La vera svolta è arrivata a Shanghai nell'ottobre 2025. Partito con il ranking numero 204, Vacherot ha compiuto un'impresa storica: ha conquistato il titolo del Masters 1000, eliminando avversari di alto livello e diventando il vincitore con il ranking più basso nella storia del torneo. In una sola settimana, ha guadagnato oltre 160 posizioni, irrompendo tra i primi quaranta e chiudendo la stagione tra i primi trenta. Il 2026 ha poi confermato la sua ascesa con ottavi e quarti di finale nei grandi tornei americani, raggiungendo il suo best ranking di numero 23 il 30 marzo.

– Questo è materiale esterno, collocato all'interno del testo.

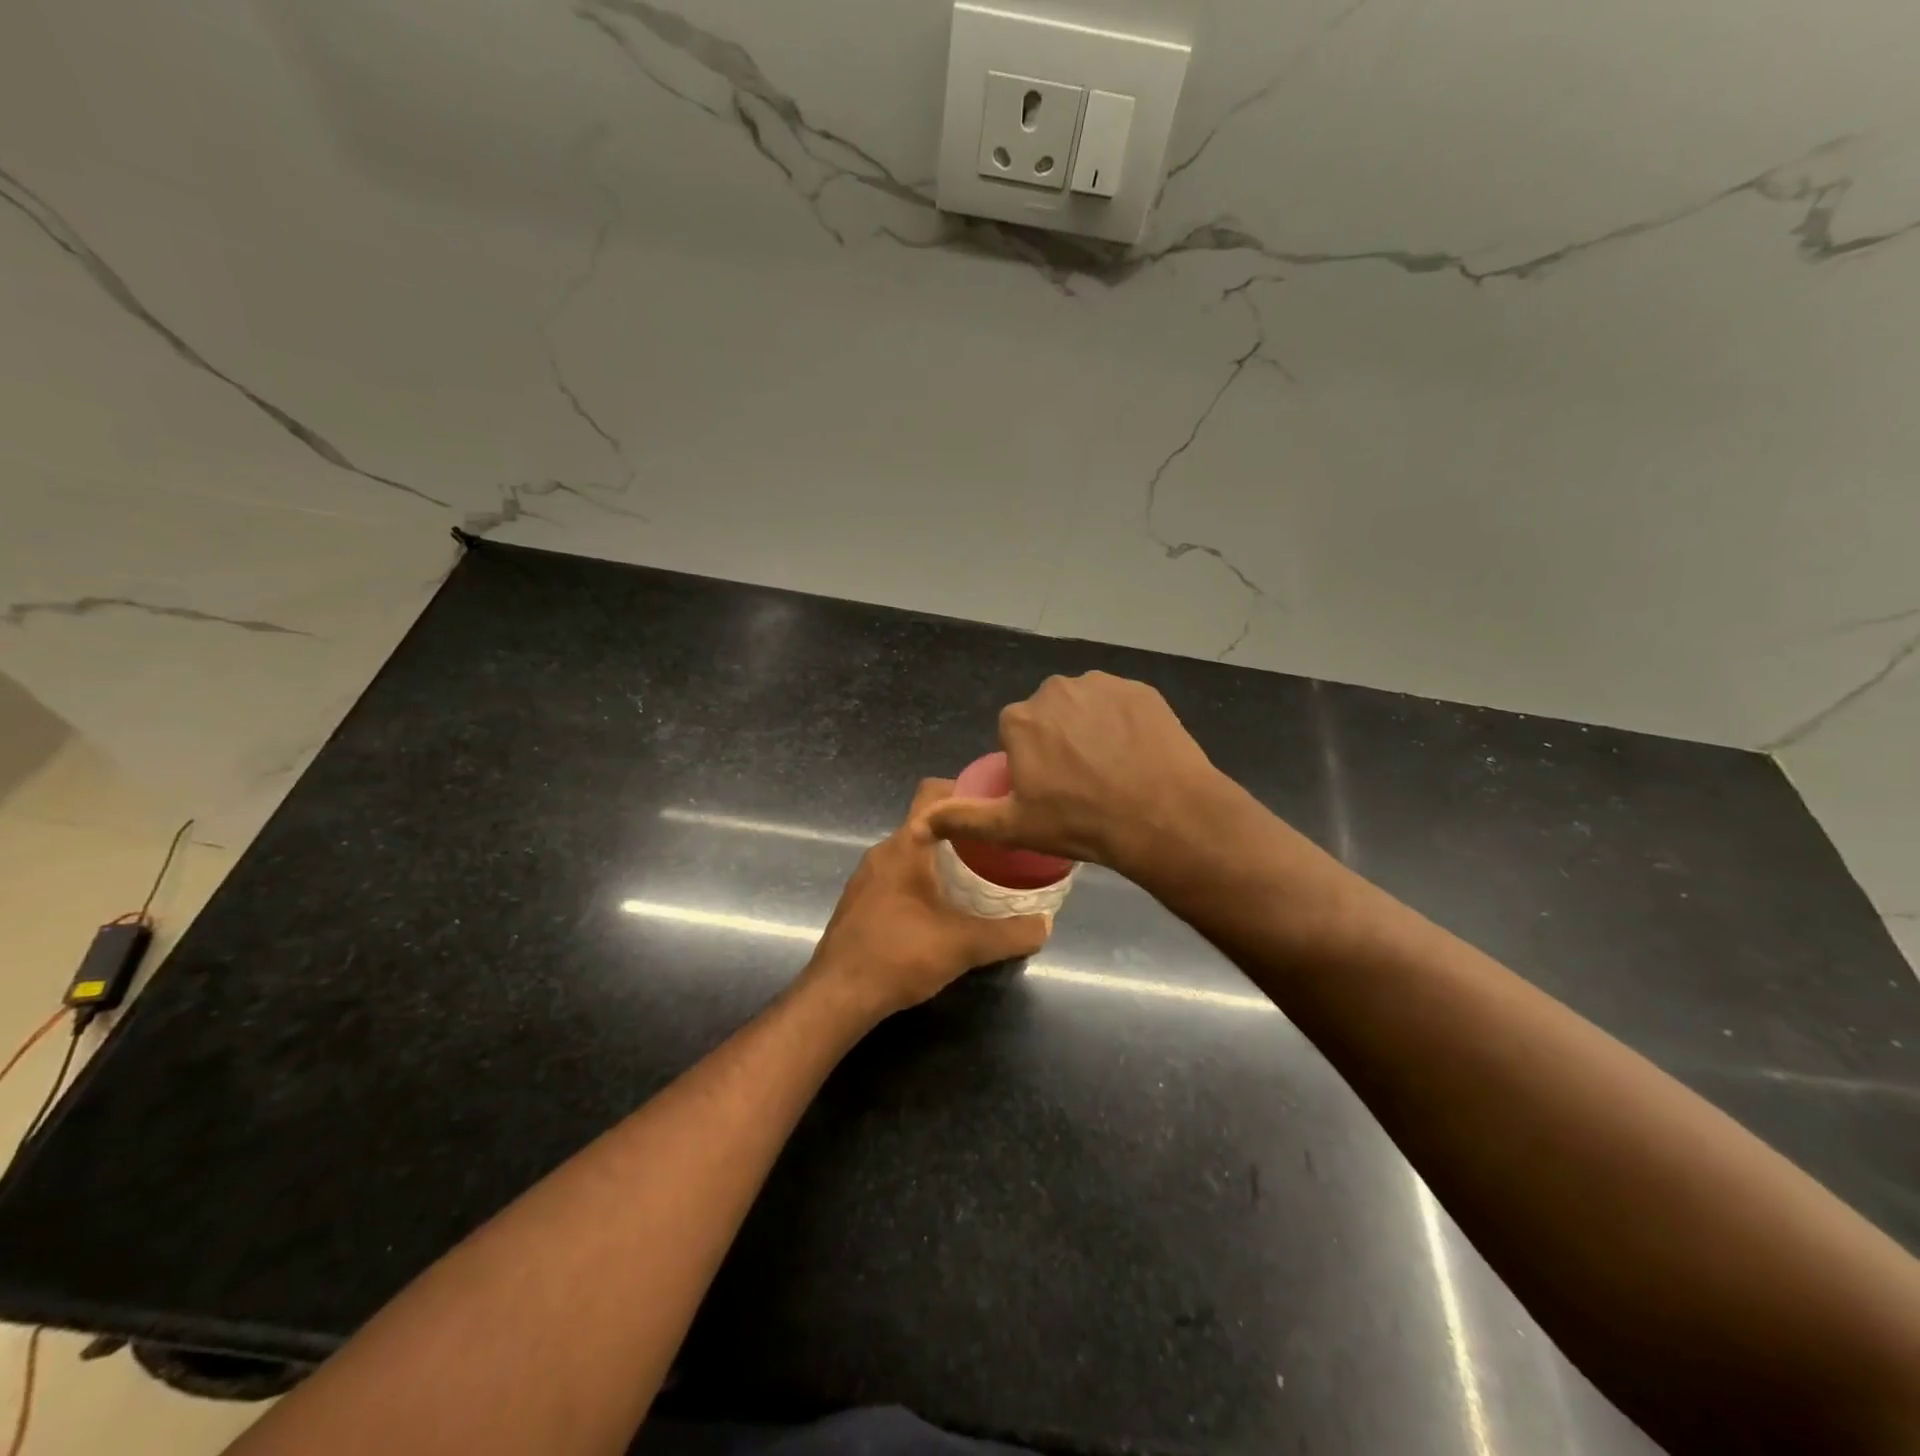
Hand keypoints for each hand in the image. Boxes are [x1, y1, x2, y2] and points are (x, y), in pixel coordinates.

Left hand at [806, 779, 1051, 1018]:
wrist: (837, 996)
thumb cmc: (899, 956)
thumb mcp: (964, 945)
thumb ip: (1010, 933)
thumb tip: (1046, 925)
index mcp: (905, 846)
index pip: (933, 793)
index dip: (966, 789)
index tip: (998, 803)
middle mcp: (883, 851)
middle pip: (926, 821)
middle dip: (962, 828)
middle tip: (999, 844)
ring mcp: (868, 876)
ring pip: (912, 850)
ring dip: (943, 856)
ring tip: (979, 874)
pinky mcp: (862, 900)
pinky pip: (899, 873)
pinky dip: (924, 877)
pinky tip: (945, 905)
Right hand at [915, 672, 1229, 881]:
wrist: (1163, 815)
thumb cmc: (1080, 822)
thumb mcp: (1014, 827)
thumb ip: (963, 818)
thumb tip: (918, 824)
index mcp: (1020, 720)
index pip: (1015, 733)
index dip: (1030, 761)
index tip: (1050, 789)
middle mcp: (1055, 690)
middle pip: (1048, 714)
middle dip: (1058, 739)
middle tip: (1081, 781)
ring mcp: (1102, 685)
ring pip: (1084, 705)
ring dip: (1090, 727)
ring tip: (1112, 768)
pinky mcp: (1140, 689)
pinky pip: (1120, 703)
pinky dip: (1123, 722)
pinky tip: (1137, 753)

Il trionfo a Montecarlo e il nuovo status

Nel prestigioso torneo di casa, Vacherot ha scritto un altro capitolo memorabile.

Ha sconfitto due giocatori della top‑10, Lorenzo Musetti e Alex de Minaur, e ha raggiunto la semifinale, proiettandosi definitivamente tra i grandi del circuito. Questa performance lo ha reso il primo giocatore nella storia dei Masters 1000 a centrare le sue prime due semifinali proprio in tornei di questa categoria, evidenziando la sua capacità di eccellere nei palcoscenici più importanti. Il suo ranking è destinato a migliorare ulteriormente.

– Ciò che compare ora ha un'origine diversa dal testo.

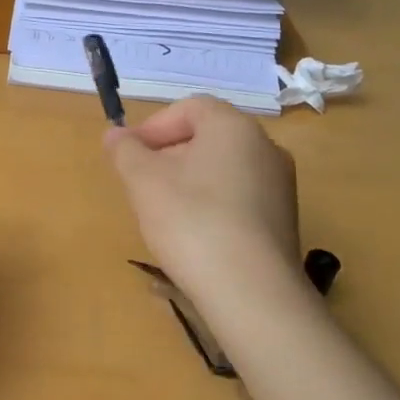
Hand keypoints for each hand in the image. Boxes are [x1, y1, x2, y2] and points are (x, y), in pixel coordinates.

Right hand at [104, 96, 300, 298]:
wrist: (251, 291)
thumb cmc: (191, 221)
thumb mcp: (143, 181)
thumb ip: (125, 151)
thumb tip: (115, 134)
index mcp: (234, 127)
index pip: (191, 107)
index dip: (154, 126)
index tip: (129, 154)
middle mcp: (266, 148)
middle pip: (208, 138)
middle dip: (168, 155)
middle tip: (141, 184)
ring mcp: (280, 186)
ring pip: (223, 169)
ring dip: (188, 181)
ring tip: (163, 214)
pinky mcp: (283, 221)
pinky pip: (239, 198)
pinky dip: (212, 205)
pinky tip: (194, 236)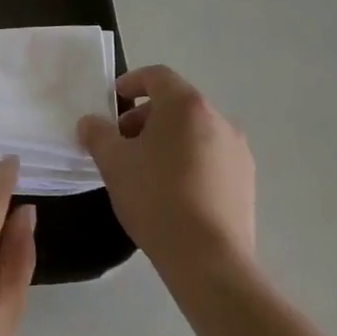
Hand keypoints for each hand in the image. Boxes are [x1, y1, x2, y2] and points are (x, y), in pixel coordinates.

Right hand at [78, 65, 255, 279]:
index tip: (114, 99)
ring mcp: (237, 151)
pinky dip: (189, 161)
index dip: (132, 82)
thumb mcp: (114, 163)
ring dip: (168, 140)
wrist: (209, 259)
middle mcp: (218, 118)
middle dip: (146, 117)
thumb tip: (90, 122)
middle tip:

Un'impresa storica per il Principato

Il 9 aprile 2026, Vacherot ha siglato un'impresa storica per il tennis monegasco: ha battuto Hubert Hurkacz con il punteggio di 6‑7(4), 6‑3, 6‑4. Questa vittoria lo ha reso il primo monegasco dell’Era Open a raggiungere i quarti di finale al Rolex Monte‑Carlo Masters, facendolo entrare nella top 20 mondiale, con un nuovo best ranking previsto per il lunedì successivo.

Dopo l'incontro, Vacherot ha sottolineato la sua forza fisica: “Physicality is one of my weapons. I love long matches. The longer it goes, the more confidence I have.” Ha espresso il suo affetto per il torneo: “Monte‑Carlo has always been my favourite week of the year.” E ha riflettuto sul suo incredibile percorso: “It was not even a dream to be better than my brother… Now I’m in the quarter. I just can’t believe it.

La svolta di Shanghai: un precedente fondamentale

Il successo di Vacherot a Montecarlo si inserisce in una traiettoria iniziata otto mesi prima con il trionfo a Shanghai. In quell'occasione, con un ranking di numero 204, aveva già riscritto la storia diventando il vincitore di un Masters 1000 con il ranking più basso dal 1990, eliminando tre top‑20, tra cui Novak Djokovic.

La sua ascesa ha rappresentato una svolta significativa per il tennis del Principato, poiché prima di lui nessun giocatore monegasco aveva mai raggiunto i quarti di finale in un torneo ATP o Masters 1000, né ottenuto una vittoria contro un top‑10. Il suo percorso ha ridefinito le prospettive del tennis a Montecarlo.